Assignment:
Your reply should contain only the line with "Which roads connect" and the lines after it through the end of the data, each written out exactly.

● ● ●

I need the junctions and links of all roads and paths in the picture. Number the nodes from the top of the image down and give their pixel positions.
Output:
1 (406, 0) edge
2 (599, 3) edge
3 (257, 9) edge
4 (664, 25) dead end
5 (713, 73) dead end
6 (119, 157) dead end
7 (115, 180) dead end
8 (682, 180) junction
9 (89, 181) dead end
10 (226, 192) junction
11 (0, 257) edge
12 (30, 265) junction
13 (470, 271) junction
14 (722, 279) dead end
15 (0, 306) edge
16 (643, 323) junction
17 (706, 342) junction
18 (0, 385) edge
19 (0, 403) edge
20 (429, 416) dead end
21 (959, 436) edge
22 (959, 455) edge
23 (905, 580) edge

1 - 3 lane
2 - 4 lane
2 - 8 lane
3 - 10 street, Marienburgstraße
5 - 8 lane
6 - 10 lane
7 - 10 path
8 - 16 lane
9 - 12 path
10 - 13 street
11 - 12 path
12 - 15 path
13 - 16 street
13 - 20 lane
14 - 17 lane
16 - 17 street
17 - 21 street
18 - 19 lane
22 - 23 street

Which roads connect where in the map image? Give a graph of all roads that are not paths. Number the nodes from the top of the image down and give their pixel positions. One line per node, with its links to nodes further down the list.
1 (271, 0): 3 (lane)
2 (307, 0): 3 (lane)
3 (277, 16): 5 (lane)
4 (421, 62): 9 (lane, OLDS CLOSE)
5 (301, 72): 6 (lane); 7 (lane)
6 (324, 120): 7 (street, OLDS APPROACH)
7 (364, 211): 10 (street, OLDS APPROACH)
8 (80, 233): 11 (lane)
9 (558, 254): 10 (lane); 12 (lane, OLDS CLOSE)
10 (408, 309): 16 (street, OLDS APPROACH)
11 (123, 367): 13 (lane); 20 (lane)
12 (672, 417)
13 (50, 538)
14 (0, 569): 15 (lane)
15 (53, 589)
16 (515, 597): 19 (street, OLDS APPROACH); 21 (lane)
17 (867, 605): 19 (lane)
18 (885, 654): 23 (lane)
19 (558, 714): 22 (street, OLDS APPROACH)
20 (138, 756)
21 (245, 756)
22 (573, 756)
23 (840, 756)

● ● ●

Answer to the problem:
Which roads connect where in the map image? Give a graph of all roads that are not paths. Number the nodes from the top of the image down and give their pixel positions. One line per node, with its links to nodes further down the list.
1 (271, 0): 3 (lane)
2 (307, 0): 3 (lane)
3 (277, 16): 5 (lane)
4 (421, 62): 9 (lane, OLDS CLOSE)
5 (301, 72): 6 (lane); 7 (lane)
6 (324, 120): 7 (street, OLDS APPROACH)
7 (364, 211): 10 (street, OLDS APPROACH)
8 (80, 233): 11 (lane)
9 (558, 254): 10 (lane); 12 (lane, OLDS CLOSE)
10 (408, 309): 16 (street, OLDS APPROACH)
11 (123, 367): 13 (lane); 20 (lane)
12 (672, 417)
13 (50, 538)
14 (0, 569): 15 (lane)
15 (53, 589)
16 (515, 597): 19 (street, OLDS APPROACH); 21 (lane)
17 (867, 605): 19 (lane)
18 (885, 654): 23 (lane)
19 (558, 714): 22 (street, OLDS APPROACH)
20 (138, 756)
21 (245, 756)
22 (573, 756)
23 (840, 756)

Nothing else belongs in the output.